Guilhermo O'Donnell - O mundo passa por um processo de globalização da economia, da informação e também da política, que é impressionante. Mas não devemos concluir que o Estado nacional não importa, é inútil.
A importância do Estado nacional tem crescido muito. O problema é como o Estado nacional vai conduzir o processo inevitável da transnacionalização. Se as tendências da transnacionalização não forem mediadas por um Estado nacional bem forte serão terrivelmente destrutivas, tanto na economia como na informação.
Folha - Estado forte é o estado dirigista da economia?
O'Donnell - Não.
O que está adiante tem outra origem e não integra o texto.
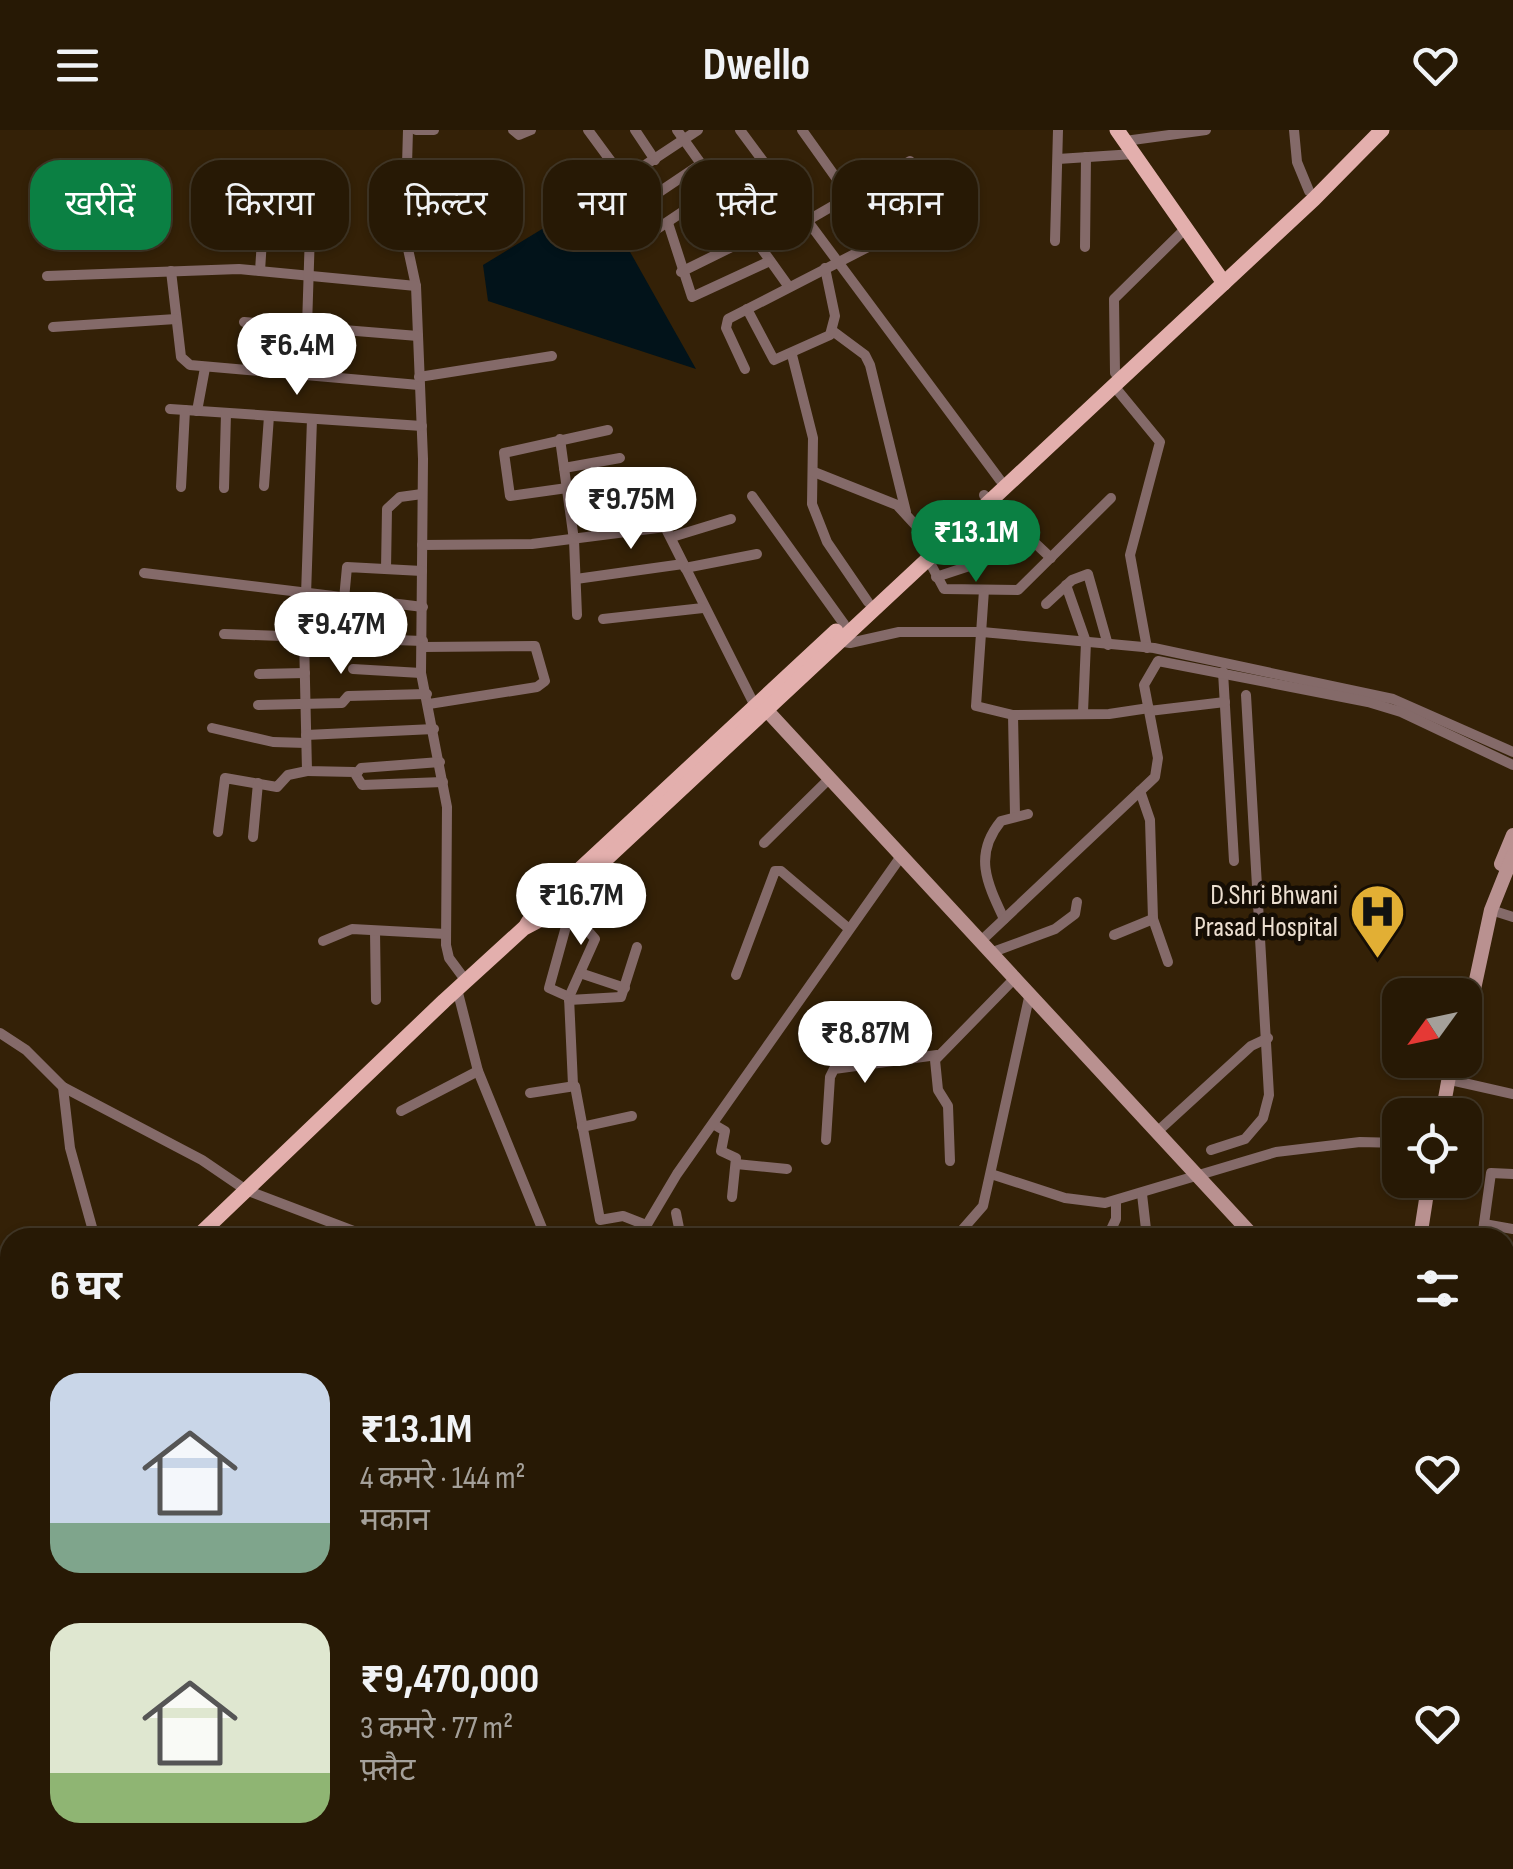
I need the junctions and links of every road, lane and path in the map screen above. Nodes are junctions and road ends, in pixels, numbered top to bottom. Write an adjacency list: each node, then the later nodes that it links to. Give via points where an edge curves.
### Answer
1 (412, 130): 2 (street); 45 (street, via 405,235)
2 (434, 130)
3 (513, 130): 4 (street)
4 (531, 130)
5 (588, 130): 18 (street)
6 (635, 130): 19 (street)
7 (698, 130): 14 (street)
8 (740, 130): 21 (street)
9 (802, 130): 23 (street)
10 (1058, 130): 17 (street)
11 (1206, 130): 15 (street)
12 (1294, 130): 24 (street)
13 (1382, 130): 22 (main road)
14 (681, 135): 19 (street); 20 (street)
15 (1125, 142): 16 (street); 28 (main road)
16 (1086, 157): 17 (street); 31 (street)
17 (1058, 159): 30 (street)
18 (610, 160)
19 (655, 160)
20 (698, 160)
21 (761, 160)
22 (1340, 169): 24 (main road); 44 (main road)
23 (832, 172)
24 (1309, 191): 44 (main road)
25 (681, 214): 26 (street)
26 (668, 223): 27 (street); 41 (street)
27 (661, 227)
28 (1186, 228): 44 (main road); 58 (street, via 1114,299)
29 (812, 234): 38 (street)
30 (1056, 241)
31 (1086, 248)
32 (261, 250): 40 (street)
33 (310, 250): 42 (street)
34 (726, 250): 41 (street)
35 (762, 250): 37 (street)
36 (862, 250): 38 (street)
37 (770, 261): 41 (street, via 692,297); 46 (street)
38 (830, 266): 46 (street); 52 (street); 71 (street)
39 (171, 270): 40 (street); 43 (street); 48 (street)
40 (260, 271): 42 (street)
41 (682, 272)
42 (309, 275): 45 (street); 51 (street)
43 (48, 276)
44 (1221, 279): 58 (main road)
45 (416, 286): 53 (street)
46 (789, 287): 47 (street)
47 (747, 309): 54 (street, via 771,358); 57 (street, via 725,325)
48 (176, 319): 50 (street); 56 (street, via 181,358)
49 (244, 322): 51 (street)
50 (54, 327)
51 (307, 327): 53 (street)
52 (834, 332): 54 (street); 82 (street, via 870,365)
53 (418, 336): 59 (street)
54 (792, 354): 70 (street, via 813,438)
55 (552, 356): 59 (street)
56 (205, 368): 59 (street); 61 (street)
57 (745, 369)
58 (1115, 379): 71 (main road); 79 (main road); 115 (street, via 1160,442 1130,555)
59 (419, 381): 65 (street)
60 (170, 410): 61 (street)
61 (190, 411): 62 (street); 73 (street)
62 (226, 413): 63 (street); 74 (street)
63 (269, 416): 64 (street); 72 (street)
64 (312, 419): 65 (street); 99 (street)
65 (422, 426): 77 (street)
66 (608, 430): 67 (street)
67 (560, 439): 69 (street); 75 (street, via 509,448 503,456 510,496)
68 (620, 458): 69 (street)
69 (564, 468): 75 (street)
70 (814, 472): 82 (street); 101 (street, via 818,522)
71 (1000, 480): 79 (main road)
72 (264, 486)
73 (181, 488)
74 (224, 488)
75 (567, 488): 81 (street)
76 (629, 491): 81 (street)
77 (422, 494): 86 (street); 92 (street, via 400,496 387,509)
78 (752, 496): 107 (street)
79 (988, 498): 87 (main road); 90 (street)
80 (1111, 498): 90 (street)
81 (569, 503): 85 (street)
82 (906, 512): 87 (street)
83 (730, 520): 84 (street)
84 (672, 538): 85 (street, via 662,527); 91 (street)
85 (574, 540): 86 (street); 96 (street)
86 (422, 546): 93 (street)
87 (930, 551): 95 (street); 101 (main road); 111 (main road)
88 (757, 554): 91 (street)
89 (1003, 555): 95 (street)
90 (1051, 558): 98 (street, via 1018,590)
91 (684, 566): 96 (street); 103 (street)
92 (386, 568): 93 (street); 100 (street, via 348,567)
93 (422, 571): 104 (street)
94 (144, 574): 99 (street)
95 (936, 577): 98 (street, via 944,589)
96 (576, 580): 105 (street)
97 (1066, 585): 102 (street); 113 (street); 114 (street, via 1090,577)
98 (984, 590): 109 (street)
99 (306, 595): 100 (street)
100 (344, 599): 104 (street)
101 (868, 602): 107 (main road)
102 (1046, 604)
103 (703, 608): 106 (street); 126 (street)
104 (424, 612): 112 (street)
105 (577, 615)
106 (603, 618)
107 (844, 624): 111 (main road)
108 (224, 634): 110 (street)
109 (982, 636): 111 (street, via 899,632); 113 (street); 129 (street, via 977,708)
110 (304, 637): 112 (street); 117 (street)
111 (834, 640): 126 (main road)
112 (423, 644): 118 (street); 122 (street, via 535,646 545,682)
113 (1085, 645): 114 (street); 128 (street)
114 (1108, 645): 115 (street)
115 (1153, 653): 119 (street); 127 (street, via 1144,685); 133 (street, via 1393,700)
116 (353, 669): 118 (street)
117 (304, 672): 120 (street); 124 (street)
118 (421, 672): 122 (street)
119 (1222, 672): 123 (street); 135 (street, via 1401,712)
120 (259, 674)
121 (1246, 694): 177 (street)
122 (428, 699): 124 (street, via 348,696 342,703); 131 (street)
123 (1224, 702): 127 (street); 150 (street)
124 (305, 704): 125 (street); 132 (street)
125 (258, 705)
126 (760, 706): 138 (main road); 152 (main road); 157 (main road)
127 (1149, 709): 128 (street); 141 (street, via 1158,766)
128 (1083, 712): 129 (street)
129 (1013, 715): 143 (street)
130 (212, 728): 132 (street, via 272,742)
131 (434, 729): 132 (street); 134 (street)
132 (306, 739): 136 (street)
133 (1513, 752)
134 (440, 762): 137 (street, via 361,768); 139 (street)
135 (1513, 764)
136 (307, 771): 137 (street); 140 (street, via 288,775 281,786)
137 (357, 774): 139 (street, via 362,784)
138 (830, 778): 147 (street); 148 (main road)
139 (444, 782): 160 (street)
140 (258, 783): 144 (street, via 223,780); 146 (street)
141 (1140, 792): 155 (street); 156 (street, via 1150,820)
142 (1028, 814): 143 (street)
143 (1015, 815): 155 (street, via 994,830 982,856)
144 (218, 832)
145 (1513, 835): 169 (main road, via 1488,896)
146 (254, 838)
147 (764, 843)
148 (902, 856): 158 (street); 163 (main road)
149 (1513, 856): 153 (main road)
150 (1234, 861)
151 (1077, 902): 163 (street, via 1063,924)
152 (566, 906): 157 (main road); 166 (street, via 594,936); 174 (street, via 549,988)
153 (1492, 910): 154 (street); 170 (main road)
154 (1513, 917)
155 (1004, 919): 163 (street)
156 (1153, 919): 161 (street); 165 (street)
157 (524, 928): 171 (main road)
158 (848, 928): 167 (street, via 775,871); 189 (street)
159 (375, 931): 160 (street); 162 (street, via 344,930); 175 (street)
160 (446, 934): 171 (street)
161 (1114, 935)
162 (323, 940)
163 (987, 946): 168 (main road)
164 (638, 947): 172 (street)
165 (1168, 962)
166 (580, 973): 172 (street); 174 (street)
167 (736, 975)
168 (1016, 976): 173 (main road); 178 (street)
169 (1469, 978)
170 (1477, 978)
171 (461, 985): 179 (street); 201 (main road)
172 (624, 988): 174 (street, via 612,1000)
173 (1030, 992): 191 (main road); 198 (street)
174 (569, 998): 182 (street)
175 (376, 1000)
176 (0, 1034): 183 (street)
177 (1268, 1038): 191 (street); 194 (street, via 1264,1118 1242,1142)
178 (937, 1055): 192 (street, via 834,1070); 195 (street)
179 (478, 1071): 187 (street); 213 (street)
180 (1455, 1078): 181 (main road)
181 (1455, 1082): 185 (street); 186 (main road)
182 (574, 1084): 184 (street); 190 (street)
183 (63, 1088): 201 (street, via 189,1152); 210 (street, via 70,1148)
184 (530, 1093)
185 (1513, 1094)
186 (1450, 1098)
187 (401, 1110)
188 (632, 1116): 190 (street)
189 (713, 1124): 196 (street, via 725,1131 721,1151 735,1156); 209 (street)
190 (582, 1127): 209 (street, via 600,1220 628,1217)
191 (1158, 1131): 200 (main road)
192 (826, 1140)
193 (1382, 1145): 200 (street, via 1302,1147)
194 (1211, 1150)
195 (950, 1161)
196 (736, 1164): 197 (street); 203 (street)
197 (787, 1169)
198 (991, 1174): 206 (street, via 1065,1198); 216 (street, via 980,1213)
199 (1513, 1174): 208 (street, via 1491,1173)
200 (1199, 1176): 202 (street); 219 (main road)
201 (246, 1190): 211 (main road); 212 (street)
202 (1142, 1194): 206 (street); 218 (street)
203 (732, 1197)
204 (1426, 1198): 220 (main road)
205 (1434, 1198): 221 (main road)
206 (1116, 1201): 217 (street)
207 (676, 1212): 215 (street)
208 (1484, 1224): 222 (street); 223 (street)
209 (646, 1225): 214 (street)
210 (91, 1228)
211 (206, 1228)
212 (346, 1228)
213 (542, 1228)
214 (644, 1228)
215 (679, 1228)
216 (965, 1228)
217 (1112, 1228)
218 (1146, 1228)
219 (1246, 1228)
220 (1422, 1228)
221 (1430, 1228)
222 (1483, 1228)
223 (1507, 1228)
Estado forte é o que pode tomar decisões nos termos de uma visão de bem público, que não é a simples aceitação de pressões particularistas, sejam domésticas ou internacionais.
Folha - Na América Latina, a democracia está consolidada?
O'Donnell - Eu sou contra o termo democracia consolidada. Consolidação dá a idéia que se uma vez consolidou, a democratização é uma tarefa terminada.
Acho que no Brasil a questão é um contínuo impulso de democratização. Não é uma tarefa com um final histórico, de você chegou lá e acabou o problema. Há democracias que são mais ou menos democráticas enquanto os campos da ação social são ricos ou não. Na América Latina temos democracias que perduram, mas que são de corpo muito limitado.
Folha - Para perdurar, a democracia tem de promover a inclusão social?
O'Donnell - O que a democracia tem a fazer é assegurar a vigência do Estado de direito para todos os cidadãos, e isso não acontece ainda no Brasil e na Argentina. A tarefa é a extensão da cidadania política, não necessariamente social.
Folha - A lentidão da democracia em definir caminhos para a solução de problemas econômicos e sociais pode gerar novos golpes, como o do Peru?
O'Donnell - Não é tanto a lentidão. O que temos é uma série de governos eleitos democraticamente que deram péssimos exemplos de descaso, de incompetência, de corrupção, de nenhuma preocupação com o direito das pessoas. Essa concentração de defeitos irrita muito a população. Mas é um defeito mais do tipo de prática dentro do governo democrático.
Mas há governos que na democracia deram certo. Um governo exemplar de competência e retidão é o governo (Patrício) Aylwin, no Chile, que despertou confiança, que ninguém pensou que poderia roubar, que é muito competente.
Eu tenho confiança, conhecendo bem Fernando Henrique Cardoso, que seu governo terá a dimensão republicana, de distinção entre o público e o privado.
Folha - O sr. considera as alianças de FHC contraditórias com essa missão política?
O'Donnell - FHC sempre foi uma pessoa de idéias progressistas e uma atenção ao realismo muito grande. Eu não conheço nenhuma pessoa que não tenha mudado suas opiniões, porque o mundo mudou e a circulação das idéias sociais está completamente mudada.